A century after John Pierpont Morgan rescued the New York stockmarket from a 50% sell off in share prices, his blue-blooded Wall Street bank was yesterday once again at the heart of attempts to contain the deepening global financial crisis, The Guardian reports.
In an echo of the "bankers' panic" of 1907, JP Morgan responded to what is being billed as a meltdown of historic proportions by agreeing to buy its stricken rival, Bear Stearns.
The length and severity of the crisis that broke over global markets last summer has had analysts delving into their history books.
George Soros, who was largely responsible for Black Wednesday, the last bout of serious financial turmoil to afflict the UK, believes there has been nothing to match the events of the past nine months since the Great Depression.
Alan Greenspan, the former chairman of the Fed and the man blamed by many for setting off the boom-bust in the US housing market, agrees with the man who broke the Bank of England. Writing in the Financial Times yesterday, Greenspan said: "The current financial crisis in the US is likely to be judged as the most wrenching since the end of the second world war."
WALL STREET'S LEADING investment banks have rallied around ailing rival Lehman Brothers after the Federal Reserve Bank of New York urged them to support the institution in order to try and preserve financial stability, according to The Telegraph.
It is understood the New York Fed contacted key executives at a number of leading banks, including Goldman Sachs, Citigroup and Morgan Stanley, to discuss Lehman's situation over the weekend.
By yesterday morning, the banks' prime brokerage departments - which service hedge fund clients - were under strict instructions not to do or say anything in the market that could damage Lehman.
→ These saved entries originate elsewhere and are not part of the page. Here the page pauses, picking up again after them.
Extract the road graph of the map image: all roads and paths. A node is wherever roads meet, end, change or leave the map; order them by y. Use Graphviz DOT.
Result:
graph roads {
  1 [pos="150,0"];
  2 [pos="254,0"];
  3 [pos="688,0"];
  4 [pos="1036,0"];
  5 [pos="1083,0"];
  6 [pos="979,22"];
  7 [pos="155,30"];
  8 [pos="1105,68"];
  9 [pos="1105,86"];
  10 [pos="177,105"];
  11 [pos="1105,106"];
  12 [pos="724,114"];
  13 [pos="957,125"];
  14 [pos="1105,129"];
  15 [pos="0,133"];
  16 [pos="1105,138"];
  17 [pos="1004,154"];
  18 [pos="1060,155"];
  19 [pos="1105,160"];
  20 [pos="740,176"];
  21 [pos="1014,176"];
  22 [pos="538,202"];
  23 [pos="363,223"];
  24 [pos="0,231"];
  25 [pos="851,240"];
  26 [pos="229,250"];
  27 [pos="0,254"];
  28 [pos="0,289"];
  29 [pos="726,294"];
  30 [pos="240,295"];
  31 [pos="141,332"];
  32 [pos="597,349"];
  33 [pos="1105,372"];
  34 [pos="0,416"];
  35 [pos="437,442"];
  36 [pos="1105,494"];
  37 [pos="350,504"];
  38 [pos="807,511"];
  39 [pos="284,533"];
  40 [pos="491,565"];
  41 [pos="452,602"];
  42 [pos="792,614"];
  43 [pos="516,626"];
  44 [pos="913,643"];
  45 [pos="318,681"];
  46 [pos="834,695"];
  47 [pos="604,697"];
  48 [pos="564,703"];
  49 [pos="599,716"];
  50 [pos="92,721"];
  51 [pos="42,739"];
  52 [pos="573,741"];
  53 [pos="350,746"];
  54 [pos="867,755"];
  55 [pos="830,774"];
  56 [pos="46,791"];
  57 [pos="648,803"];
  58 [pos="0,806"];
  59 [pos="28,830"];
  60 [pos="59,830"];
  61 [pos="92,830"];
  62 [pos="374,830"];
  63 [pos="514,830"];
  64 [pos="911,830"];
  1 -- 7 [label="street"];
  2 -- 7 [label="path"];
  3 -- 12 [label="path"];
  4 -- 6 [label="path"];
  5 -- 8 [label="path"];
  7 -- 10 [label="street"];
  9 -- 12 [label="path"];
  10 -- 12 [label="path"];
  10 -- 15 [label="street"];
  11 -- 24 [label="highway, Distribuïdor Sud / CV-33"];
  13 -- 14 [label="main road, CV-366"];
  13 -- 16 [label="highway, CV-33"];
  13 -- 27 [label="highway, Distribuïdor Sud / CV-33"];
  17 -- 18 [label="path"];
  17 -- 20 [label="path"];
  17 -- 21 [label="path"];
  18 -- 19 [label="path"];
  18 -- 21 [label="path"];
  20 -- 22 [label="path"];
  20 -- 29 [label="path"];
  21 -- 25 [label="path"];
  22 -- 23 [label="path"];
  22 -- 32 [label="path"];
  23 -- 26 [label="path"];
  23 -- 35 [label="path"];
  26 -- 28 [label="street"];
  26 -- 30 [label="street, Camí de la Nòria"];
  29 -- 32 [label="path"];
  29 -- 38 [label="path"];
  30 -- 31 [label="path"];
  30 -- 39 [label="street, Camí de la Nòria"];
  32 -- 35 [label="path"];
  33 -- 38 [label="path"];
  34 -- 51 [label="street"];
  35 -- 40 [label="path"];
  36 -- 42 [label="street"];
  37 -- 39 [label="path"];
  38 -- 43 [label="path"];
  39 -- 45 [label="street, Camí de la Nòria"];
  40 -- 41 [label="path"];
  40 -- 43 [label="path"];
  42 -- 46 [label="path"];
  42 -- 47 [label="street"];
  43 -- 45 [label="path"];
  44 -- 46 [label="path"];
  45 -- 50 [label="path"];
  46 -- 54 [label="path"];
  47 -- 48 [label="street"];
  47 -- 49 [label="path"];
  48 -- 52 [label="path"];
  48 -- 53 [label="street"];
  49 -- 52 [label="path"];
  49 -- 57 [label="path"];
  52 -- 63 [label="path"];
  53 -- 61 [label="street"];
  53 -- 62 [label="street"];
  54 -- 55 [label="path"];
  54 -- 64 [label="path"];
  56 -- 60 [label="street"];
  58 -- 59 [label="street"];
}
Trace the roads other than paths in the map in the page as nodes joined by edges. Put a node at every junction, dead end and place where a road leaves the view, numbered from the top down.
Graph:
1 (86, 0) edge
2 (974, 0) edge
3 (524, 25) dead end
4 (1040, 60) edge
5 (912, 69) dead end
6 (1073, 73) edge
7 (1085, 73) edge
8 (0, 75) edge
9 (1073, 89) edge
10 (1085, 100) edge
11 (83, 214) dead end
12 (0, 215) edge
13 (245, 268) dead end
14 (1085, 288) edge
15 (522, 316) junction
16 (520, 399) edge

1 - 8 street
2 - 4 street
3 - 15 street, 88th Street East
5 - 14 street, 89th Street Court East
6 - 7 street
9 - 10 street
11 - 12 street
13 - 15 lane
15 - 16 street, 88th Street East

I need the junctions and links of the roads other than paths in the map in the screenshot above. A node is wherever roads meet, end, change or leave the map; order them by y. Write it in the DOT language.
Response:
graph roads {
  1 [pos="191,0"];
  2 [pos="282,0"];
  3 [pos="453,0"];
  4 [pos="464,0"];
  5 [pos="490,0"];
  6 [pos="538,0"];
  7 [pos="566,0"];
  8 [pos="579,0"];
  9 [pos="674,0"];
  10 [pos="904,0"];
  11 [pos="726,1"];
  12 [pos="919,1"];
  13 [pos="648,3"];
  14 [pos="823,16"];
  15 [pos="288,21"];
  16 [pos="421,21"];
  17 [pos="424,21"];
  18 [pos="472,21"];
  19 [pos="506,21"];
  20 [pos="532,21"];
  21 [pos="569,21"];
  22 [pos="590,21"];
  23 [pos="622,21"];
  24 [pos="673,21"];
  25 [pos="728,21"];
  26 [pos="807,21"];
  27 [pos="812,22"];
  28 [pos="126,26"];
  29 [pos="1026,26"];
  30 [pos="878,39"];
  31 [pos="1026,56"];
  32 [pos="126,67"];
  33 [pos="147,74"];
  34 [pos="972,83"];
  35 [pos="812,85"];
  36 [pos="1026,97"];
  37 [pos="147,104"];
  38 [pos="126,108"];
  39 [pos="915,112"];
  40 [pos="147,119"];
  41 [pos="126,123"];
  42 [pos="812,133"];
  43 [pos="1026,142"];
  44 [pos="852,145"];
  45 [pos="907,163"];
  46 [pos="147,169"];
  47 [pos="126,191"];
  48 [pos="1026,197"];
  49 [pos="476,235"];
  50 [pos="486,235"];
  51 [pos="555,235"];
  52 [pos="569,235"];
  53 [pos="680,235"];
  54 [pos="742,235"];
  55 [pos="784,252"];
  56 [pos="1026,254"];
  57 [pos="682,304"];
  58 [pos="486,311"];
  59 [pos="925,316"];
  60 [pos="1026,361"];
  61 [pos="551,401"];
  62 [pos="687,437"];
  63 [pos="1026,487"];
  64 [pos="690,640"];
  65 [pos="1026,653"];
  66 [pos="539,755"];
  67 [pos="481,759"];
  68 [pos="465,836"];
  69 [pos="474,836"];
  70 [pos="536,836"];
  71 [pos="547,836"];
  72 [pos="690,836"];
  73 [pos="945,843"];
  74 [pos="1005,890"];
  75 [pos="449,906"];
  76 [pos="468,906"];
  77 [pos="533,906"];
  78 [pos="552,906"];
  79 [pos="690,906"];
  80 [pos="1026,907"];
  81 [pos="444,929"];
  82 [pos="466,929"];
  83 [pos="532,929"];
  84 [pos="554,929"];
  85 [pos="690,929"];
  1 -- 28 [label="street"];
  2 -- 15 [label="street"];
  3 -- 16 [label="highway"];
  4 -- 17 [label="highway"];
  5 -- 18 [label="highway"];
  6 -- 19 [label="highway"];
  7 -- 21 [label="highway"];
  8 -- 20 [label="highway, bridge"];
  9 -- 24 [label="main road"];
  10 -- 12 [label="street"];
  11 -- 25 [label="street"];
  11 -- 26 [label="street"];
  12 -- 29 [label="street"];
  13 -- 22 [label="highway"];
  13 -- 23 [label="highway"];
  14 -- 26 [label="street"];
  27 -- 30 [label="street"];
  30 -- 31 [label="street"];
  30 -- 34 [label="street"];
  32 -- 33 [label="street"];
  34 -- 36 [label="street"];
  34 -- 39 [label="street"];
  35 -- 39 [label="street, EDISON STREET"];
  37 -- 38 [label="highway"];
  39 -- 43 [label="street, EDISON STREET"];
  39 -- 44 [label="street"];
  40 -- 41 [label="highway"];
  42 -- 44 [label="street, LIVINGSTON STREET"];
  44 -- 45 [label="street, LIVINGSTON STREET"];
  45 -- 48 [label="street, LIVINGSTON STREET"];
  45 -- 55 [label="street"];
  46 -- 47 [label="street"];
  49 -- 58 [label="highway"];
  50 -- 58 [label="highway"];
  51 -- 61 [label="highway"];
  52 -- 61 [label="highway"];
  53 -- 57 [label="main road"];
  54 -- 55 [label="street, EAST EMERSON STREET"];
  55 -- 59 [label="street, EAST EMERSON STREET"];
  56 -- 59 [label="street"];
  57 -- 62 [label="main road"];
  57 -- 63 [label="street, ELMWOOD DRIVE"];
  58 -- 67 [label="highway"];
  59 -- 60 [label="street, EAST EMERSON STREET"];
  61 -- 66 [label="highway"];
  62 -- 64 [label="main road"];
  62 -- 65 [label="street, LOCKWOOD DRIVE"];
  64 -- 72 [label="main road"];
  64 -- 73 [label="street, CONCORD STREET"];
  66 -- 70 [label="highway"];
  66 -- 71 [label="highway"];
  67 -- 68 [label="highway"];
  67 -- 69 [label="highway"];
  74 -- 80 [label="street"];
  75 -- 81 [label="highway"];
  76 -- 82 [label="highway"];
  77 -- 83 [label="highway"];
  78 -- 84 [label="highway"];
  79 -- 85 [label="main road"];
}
THE POUND SUFFERED its biggest one-day fall since Black Wednesday 16 years ago, as traders fretted that a UK bank could be one of the next casualties of the global financial crisis, The Telegraph reports.
Sterling dropped almost 2% against a basket of other leading currencies - its worst day since being ejected from the Exchange Rate Mechanism in 1992. The trade-weighted index finished the day at 93.4 points, the lowest level since January 1997.
HIGH STREET BANKS went with begging bowls to the Bank of England yesterday, seeking more than £23bn in emergency loans as fears over the global credit crunch deepened, according to The Times.
Shares in the banks lost more than £14bn in a brutal day’s trading that pushed the FTSE 100 index to its lowest close in two and half years.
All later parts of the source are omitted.